As I fell back into a run, my chest began to tighten, my breath shorten. It’s strange, what our bodies do with emotions we cannot fully define or understand. I slowed to a walk.
Exhale, I heard a voice in my head say. Focus on the exhale.
A physiotherapist once told me that, when your breathing rate increases, it helps to think of the sensation not as breathlessness or air hunger, but as a signal to put more effort into breathing out.
Part of the reason your respiratory rate goes up during exercise is a response to the increased carbon dioxide you produce due to the effort you’re expending.
Very often, the in-breath will take care of itself: most people in good health can trust that their bodies will get enough oxygen with very little effort. But sometimes, we must consciously direct our energy towards what we need to let out.
That morning, long, deliberate exhales helped me to get my breathing under control. But I was shaken. I felt as though I’d skirted something terrifying.
The irony of responding to a pandemic lung disease with psychologically-induced breathing difficulties is not lost on me. As I’ve reflected on what happened that day, and the recent similar experiences of friends, I’ve come to realise that for many of us, there has been a near-constant inhale of uncertainty during this crisis. And that’s accompanied by a kind of collective holding of breath as we each try to make sense of what we’re taking in.
How long will lockdown last? How soon will there be a vaccine? Will the people we love still be there on the other side? What will become of our livelihoods; of life as we know it? And yet, how dare those of us with any degree of privilege, far from the front lines, have an emotional reaction to this - especially if we are not currently unwell?
“Am I the only one who cries at the drop of a hat?” a friend asks. “Even the colour of the sky can set me off right now.”
“No,” I say to her. “You’re absolutely not.”
I have begun to picture this pattern of inhaling and breath-holding as carving deep ravines into our collective psyche. In my mind’s eye, those ravines are the places where poignance is felt as it recklessly rubs its back against the rawness of our edges.
“You stay safe,” the Tesco delivery driver says. There’s a split second when he and I are both silent, the unspoken hanging in the air between us.

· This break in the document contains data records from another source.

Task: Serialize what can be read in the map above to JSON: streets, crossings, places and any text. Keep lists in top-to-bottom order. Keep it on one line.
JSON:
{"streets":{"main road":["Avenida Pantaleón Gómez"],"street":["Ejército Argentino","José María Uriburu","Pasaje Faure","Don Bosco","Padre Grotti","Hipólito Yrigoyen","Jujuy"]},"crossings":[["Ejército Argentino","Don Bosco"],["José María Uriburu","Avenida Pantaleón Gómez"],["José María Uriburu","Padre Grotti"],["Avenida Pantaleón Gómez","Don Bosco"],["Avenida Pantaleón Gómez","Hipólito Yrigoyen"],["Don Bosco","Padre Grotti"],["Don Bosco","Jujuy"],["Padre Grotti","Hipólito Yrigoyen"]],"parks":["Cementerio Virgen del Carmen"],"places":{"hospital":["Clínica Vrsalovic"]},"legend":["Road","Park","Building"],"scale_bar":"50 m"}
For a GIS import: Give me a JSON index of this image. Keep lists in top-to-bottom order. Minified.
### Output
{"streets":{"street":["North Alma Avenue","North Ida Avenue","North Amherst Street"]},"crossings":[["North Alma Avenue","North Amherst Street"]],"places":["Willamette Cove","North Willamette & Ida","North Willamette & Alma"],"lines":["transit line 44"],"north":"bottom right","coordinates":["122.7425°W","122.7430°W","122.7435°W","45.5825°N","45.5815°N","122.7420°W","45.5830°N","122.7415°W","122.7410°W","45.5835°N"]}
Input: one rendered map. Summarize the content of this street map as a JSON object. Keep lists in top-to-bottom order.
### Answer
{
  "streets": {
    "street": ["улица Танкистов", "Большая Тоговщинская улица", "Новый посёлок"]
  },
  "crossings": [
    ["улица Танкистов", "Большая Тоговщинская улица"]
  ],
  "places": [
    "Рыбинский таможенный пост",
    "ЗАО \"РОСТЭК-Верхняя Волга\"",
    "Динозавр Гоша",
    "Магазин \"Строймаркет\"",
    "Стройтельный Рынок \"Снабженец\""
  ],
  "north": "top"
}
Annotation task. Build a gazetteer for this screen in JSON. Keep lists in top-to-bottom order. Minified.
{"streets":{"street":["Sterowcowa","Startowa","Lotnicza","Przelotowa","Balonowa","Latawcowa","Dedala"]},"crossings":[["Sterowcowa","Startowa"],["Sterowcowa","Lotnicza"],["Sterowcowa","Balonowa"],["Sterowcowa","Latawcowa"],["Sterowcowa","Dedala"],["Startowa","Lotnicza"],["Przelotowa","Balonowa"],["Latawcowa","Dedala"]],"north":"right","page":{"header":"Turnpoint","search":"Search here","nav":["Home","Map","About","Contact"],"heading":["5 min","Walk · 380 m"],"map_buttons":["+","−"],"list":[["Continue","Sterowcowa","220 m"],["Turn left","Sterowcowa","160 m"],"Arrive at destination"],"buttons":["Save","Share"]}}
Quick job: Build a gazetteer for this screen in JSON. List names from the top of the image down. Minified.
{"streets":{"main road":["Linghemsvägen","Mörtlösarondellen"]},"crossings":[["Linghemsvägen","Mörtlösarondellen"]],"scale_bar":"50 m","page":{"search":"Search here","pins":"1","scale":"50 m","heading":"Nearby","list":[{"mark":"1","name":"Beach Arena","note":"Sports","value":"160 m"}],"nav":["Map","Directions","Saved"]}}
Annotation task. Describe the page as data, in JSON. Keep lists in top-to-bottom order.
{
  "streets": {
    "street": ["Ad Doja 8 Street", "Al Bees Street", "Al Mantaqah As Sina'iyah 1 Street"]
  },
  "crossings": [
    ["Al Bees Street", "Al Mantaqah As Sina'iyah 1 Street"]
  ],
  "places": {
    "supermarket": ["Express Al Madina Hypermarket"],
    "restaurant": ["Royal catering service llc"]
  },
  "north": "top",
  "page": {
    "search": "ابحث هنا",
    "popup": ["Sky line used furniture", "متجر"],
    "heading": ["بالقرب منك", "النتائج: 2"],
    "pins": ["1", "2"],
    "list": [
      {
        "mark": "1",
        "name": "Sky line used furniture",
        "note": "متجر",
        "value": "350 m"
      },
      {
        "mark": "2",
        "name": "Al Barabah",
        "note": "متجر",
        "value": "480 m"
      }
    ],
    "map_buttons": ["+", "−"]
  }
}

“Thank you…” I say. “You too.”
An unexpected side-effect of the devastation of COVID-19 is that poignance is suddenly everywhere. The kindness of strangers is an aching afront. Cherry blossom is excruciating in its ephemerality; single condensation trails behind solitary planes slice the world in half. Birdsong. Children’s laughter. Sunflowers. Rainbows. Thursdays. Thursdays. All bruised, raw. Unbearable.
“Can you believe that sky?” a runner asks, as he steps aside for me to pass.
Every day since schools closed, I’ve run the same countryside route, a ritual that has been elevated to sacred now that outdoor exercise is rationed. Running serves to focus my mind on consciously exhaling, and to re-connect me to a world which I’m otherwise only tethered to electronically. It brings me out of the family unit and into the changing seasons; shows me the shifting qualities of light at different times of day. It connects me to other runners as we exchange nods of thanks, recognition and solidarity while ensuring enough distance to keep each other safe. In other runners I see reflected a common humanity and a shared experience of a crisis that, for me, is otherwise playing out in the cocoons of my own home and mind.
The sun is sinking in a blaze of red and gold. I shake my head, smile a little.
“No,” I say to the runner.
I cannot believe that sky. The colours. The defiant magnificence.
I breathe out, carry on running. I’m struck by the notion that perhaps, somehow, painful gorgeousness and unthinkable hideousness can peacefully co-exist.
I’m beginning to think that our collective exhale may come not in the whoosh of a happily-ever-after, but in the whisper of a quiet surrender. A letting go of needing to know if, or how, things will work out. A realisation that, despite all of our Google-acquired PhDs, we don’t have any of the answers. A reckoning with the ways in which those of us away from the front line can strive to be part of the solution rather than part of the problem (Stay Home. Volunteer. Be kind.). And an acknowledgement that, in the meantime, it is still a beautiful world.